Another study limitation was the use of a quasi-experimental, controlled, cluster-randomized design. It is possible that residual confounding due to randomization only at the level of clusters could have introduced bias into our results. However, sensitivity analysis with the E-value demonstrated that for our findings to be explained by a type I error, the combined magnitude of unaccounted confounding in our analysis would have to be HR≥1.99 (E-value=1.98). Because our study was not observational, we interpreted this estimate as the size of bias needed to nullify our results because of confounding not already accounted for by the balancing of individual characteristics after cluster randomization in the study design or by adjustments made for site-level characteristics in the statistical analysis. Descriptive statistics from the primary trial suggested that all measured patient characteristics achieved a good balance between the CCM and control clinics, as previously described (10, 11). Further adjustment for well-balanced individual-level factors did not improve estimate precision, and our results were robust.

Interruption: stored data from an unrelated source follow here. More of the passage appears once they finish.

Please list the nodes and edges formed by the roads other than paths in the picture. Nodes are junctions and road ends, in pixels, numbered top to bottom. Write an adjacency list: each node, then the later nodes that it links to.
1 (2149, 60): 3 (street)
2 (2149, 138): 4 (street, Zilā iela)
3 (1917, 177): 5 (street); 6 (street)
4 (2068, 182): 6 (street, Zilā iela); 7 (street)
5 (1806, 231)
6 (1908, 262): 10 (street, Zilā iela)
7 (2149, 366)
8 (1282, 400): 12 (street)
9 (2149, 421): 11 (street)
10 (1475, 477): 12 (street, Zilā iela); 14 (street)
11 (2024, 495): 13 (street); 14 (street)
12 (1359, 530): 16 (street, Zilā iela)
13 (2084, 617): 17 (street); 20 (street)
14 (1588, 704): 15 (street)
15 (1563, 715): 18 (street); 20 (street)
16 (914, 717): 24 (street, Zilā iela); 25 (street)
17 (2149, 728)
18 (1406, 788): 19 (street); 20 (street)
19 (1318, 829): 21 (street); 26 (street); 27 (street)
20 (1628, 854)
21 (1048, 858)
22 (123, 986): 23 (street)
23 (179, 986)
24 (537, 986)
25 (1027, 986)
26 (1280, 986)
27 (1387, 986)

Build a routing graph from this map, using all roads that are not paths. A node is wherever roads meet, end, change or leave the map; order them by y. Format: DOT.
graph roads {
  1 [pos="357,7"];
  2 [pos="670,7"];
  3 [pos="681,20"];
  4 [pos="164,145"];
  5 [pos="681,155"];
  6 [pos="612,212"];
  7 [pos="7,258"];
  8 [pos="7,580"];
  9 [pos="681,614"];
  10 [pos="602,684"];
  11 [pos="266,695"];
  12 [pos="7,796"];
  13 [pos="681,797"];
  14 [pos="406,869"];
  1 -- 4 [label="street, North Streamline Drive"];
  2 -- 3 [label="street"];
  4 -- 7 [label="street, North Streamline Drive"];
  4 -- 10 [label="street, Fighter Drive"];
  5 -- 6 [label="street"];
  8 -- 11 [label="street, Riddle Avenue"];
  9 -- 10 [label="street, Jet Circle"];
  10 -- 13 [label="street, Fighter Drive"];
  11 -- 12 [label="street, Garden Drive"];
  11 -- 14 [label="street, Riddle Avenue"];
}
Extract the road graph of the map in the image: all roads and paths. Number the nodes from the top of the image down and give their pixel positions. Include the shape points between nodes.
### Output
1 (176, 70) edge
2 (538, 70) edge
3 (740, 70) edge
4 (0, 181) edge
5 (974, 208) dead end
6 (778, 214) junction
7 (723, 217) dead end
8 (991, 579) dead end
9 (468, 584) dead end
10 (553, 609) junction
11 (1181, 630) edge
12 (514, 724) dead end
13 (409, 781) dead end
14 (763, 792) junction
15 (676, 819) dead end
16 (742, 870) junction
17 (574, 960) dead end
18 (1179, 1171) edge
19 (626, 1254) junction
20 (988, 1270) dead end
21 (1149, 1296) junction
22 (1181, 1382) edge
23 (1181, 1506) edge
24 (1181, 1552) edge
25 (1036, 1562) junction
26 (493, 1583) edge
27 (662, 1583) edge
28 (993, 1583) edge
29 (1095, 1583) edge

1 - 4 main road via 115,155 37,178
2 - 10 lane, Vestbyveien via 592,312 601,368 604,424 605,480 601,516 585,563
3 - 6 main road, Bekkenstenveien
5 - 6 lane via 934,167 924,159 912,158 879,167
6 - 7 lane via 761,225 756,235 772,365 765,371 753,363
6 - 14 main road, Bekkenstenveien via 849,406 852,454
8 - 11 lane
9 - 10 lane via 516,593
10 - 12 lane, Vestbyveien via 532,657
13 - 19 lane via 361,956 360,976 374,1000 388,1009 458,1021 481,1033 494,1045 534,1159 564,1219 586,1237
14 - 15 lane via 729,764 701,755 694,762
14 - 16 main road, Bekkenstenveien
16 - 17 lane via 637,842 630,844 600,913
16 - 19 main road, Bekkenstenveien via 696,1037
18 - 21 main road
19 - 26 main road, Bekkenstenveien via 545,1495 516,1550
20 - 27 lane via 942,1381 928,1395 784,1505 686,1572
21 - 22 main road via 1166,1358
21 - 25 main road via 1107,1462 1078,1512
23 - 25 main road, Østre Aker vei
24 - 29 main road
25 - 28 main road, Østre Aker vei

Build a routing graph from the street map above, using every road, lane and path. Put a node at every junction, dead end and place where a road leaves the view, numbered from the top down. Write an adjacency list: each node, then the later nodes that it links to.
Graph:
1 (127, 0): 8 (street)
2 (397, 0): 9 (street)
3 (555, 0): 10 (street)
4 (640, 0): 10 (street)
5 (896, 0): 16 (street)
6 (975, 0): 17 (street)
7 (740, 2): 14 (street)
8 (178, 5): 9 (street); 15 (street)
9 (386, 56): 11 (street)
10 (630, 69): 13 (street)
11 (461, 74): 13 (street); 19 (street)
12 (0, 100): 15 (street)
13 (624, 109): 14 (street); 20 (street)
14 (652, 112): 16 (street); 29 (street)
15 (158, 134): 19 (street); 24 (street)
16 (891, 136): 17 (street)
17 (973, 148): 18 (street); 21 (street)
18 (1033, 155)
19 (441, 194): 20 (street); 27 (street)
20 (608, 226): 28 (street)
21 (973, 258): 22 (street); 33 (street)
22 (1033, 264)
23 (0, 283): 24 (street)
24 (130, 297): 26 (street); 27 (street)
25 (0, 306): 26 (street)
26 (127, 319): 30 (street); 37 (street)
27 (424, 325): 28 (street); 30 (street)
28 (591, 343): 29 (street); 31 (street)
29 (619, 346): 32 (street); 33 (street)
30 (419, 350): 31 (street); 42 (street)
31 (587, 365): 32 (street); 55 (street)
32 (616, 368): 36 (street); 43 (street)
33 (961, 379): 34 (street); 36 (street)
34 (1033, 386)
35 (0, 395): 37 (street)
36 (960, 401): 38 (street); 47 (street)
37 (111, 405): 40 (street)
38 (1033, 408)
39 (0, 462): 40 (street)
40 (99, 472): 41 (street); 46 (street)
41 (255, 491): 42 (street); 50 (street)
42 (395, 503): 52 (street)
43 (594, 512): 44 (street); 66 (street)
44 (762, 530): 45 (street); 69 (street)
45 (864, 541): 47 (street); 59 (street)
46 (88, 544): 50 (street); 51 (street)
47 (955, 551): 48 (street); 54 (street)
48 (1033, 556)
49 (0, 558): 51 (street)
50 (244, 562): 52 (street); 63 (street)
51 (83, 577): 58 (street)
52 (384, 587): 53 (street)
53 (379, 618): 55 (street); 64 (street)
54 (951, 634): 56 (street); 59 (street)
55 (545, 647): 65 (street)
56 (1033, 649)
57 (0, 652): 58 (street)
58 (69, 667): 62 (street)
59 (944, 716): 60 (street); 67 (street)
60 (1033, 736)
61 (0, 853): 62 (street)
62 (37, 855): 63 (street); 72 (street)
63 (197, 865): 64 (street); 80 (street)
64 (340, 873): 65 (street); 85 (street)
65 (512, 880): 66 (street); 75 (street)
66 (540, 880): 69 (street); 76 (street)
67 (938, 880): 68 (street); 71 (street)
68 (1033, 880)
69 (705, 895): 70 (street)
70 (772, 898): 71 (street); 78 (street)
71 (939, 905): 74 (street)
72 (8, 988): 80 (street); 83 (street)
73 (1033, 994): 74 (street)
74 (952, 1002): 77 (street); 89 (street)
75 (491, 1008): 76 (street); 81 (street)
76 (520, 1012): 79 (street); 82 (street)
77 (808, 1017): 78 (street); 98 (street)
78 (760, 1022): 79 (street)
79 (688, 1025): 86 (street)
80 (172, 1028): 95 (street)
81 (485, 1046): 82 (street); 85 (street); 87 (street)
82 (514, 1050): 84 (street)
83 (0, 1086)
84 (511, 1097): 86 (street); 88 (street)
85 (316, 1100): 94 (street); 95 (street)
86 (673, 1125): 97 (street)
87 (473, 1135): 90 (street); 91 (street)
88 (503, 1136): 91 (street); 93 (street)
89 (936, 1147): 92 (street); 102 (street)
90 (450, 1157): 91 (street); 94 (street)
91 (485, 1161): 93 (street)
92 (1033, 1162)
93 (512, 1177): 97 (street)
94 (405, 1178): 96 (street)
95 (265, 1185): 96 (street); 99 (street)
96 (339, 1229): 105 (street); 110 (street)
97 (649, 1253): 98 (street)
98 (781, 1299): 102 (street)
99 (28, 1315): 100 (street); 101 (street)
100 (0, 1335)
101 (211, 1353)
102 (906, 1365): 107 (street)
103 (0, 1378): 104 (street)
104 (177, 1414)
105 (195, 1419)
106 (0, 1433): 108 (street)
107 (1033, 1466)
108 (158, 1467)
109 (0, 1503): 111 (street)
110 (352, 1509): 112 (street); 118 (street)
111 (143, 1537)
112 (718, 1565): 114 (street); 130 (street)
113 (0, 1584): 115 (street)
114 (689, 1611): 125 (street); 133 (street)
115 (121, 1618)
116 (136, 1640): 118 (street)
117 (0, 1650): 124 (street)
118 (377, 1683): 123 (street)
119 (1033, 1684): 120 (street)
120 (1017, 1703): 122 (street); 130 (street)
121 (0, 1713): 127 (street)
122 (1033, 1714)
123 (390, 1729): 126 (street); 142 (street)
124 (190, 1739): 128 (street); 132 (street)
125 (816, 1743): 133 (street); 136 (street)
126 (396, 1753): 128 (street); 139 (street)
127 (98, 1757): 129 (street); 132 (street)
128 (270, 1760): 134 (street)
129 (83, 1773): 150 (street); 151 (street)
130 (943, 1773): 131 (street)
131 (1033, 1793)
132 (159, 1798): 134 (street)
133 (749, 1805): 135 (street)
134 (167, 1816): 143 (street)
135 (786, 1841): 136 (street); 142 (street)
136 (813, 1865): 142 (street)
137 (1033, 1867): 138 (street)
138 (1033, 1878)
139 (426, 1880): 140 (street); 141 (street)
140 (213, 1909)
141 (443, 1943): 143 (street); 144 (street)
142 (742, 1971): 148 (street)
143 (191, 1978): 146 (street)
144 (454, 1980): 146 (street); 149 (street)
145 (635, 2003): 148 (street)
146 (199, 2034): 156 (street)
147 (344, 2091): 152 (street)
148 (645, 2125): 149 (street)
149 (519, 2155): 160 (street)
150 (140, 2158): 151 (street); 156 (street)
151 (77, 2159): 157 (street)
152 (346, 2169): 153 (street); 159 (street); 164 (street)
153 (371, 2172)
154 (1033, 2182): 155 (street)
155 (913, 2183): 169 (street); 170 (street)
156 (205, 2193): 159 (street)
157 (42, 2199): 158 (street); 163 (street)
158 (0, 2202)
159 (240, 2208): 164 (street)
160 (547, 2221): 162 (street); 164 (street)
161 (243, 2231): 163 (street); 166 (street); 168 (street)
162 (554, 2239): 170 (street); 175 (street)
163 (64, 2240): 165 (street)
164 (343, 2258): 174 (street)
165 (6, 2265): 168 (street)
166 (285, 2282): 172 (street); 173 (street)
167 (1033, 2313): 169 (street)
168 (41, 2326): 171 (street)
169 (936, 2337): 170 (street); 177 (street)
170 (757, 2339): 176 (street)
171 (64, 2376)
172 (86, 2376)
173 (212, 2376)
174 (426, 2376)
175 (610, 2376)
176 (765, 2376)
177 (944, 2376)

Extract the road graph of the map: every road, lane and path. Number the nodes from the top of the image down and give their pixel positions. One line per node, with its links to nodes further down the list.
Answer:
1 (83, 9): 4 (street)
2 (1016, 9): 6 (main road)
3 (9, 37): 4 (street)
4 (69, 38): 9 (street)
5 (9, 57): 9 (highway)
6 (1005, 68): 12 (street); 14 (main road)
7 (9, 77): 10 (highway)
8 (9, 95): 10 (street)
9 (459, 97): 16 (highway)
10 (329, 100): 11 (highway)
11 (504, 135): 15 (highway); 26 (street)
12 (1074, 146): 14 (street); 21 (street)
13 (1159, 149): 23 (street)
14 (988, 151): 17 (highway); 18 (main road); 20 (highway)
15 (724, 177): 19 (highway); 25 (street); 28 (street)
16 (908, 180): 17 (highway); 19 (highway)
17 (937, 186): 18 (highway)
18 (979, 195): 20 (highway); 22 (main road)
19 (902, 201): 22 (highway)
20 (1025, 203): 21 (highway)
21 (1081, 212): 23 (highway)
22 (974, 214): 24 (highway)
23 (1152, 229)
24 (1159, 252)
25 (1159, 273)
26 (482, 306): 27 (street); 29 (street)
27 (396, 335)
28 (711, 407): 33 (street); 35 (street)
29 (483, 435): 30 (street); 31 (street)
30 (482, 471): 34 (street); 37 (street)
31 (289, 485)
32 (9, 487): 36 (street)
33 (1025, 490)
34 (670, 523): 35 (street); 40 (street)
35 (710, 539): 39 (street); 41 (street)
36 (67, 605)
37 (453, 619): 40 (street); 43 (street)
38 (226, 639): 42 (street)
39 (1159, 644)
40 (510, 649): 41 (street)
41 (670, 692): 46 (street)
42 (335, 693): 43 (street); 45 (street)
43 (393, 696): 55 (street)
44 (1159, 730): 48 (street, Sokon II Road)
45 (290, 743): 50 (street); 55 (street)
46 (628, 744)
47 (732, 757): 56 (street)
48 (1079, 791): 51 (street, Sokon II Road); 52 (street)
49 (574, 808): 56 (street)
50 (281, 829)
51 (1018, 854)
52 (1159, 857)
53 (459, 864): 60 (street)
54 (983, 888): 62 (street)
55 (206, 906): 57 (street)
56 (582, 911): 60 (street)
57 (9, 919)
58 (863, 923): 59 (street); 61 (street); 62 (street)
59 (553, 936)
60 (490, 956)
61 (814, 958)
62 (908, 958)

The external validity of this study was limited by the sample, which comprised U.S. military veterans and predominantly men. As a result of military service, veterans also have a higher rate of mental health conditions than civilians, particularly posttraumatic stress disorder and general chronic disease. Direct comparison with nonveterans was not possible. However, past CCM trials have also observed reduced mortality among older, nonveteran adults with chronic illness (7, 8). It is unknown whether the CCM may also benefit other nonveteran populations with similar complex or multiple comorbid conditions.

Although discrepancies in mortality data existed between VA’s MVI and VSF, discordance was less than 1% (12), a difference that would not change our results. In addition, MVI captures recent deaths better than VSF (12), thus representing more complete data for our study. MVI also compares favorably to the National Death Index (NDI), which has a sensitivity for capturing deaths approaching 100%. Agreement rates between the MVI and NDI for death dates (±2 days) are close to 99%. Moreover, after a death occurs, a lag of up to 2 years may ensue before the NDI reports the death (15).

When delivered in mental health clinics serving a mixed-diagnosis population, the CCM had a protective effect on all-cause mortality among adult veterans of all ages. If these findings can be replicated, CCM may have an essential role in reducing premature mortality among psychiatric patients.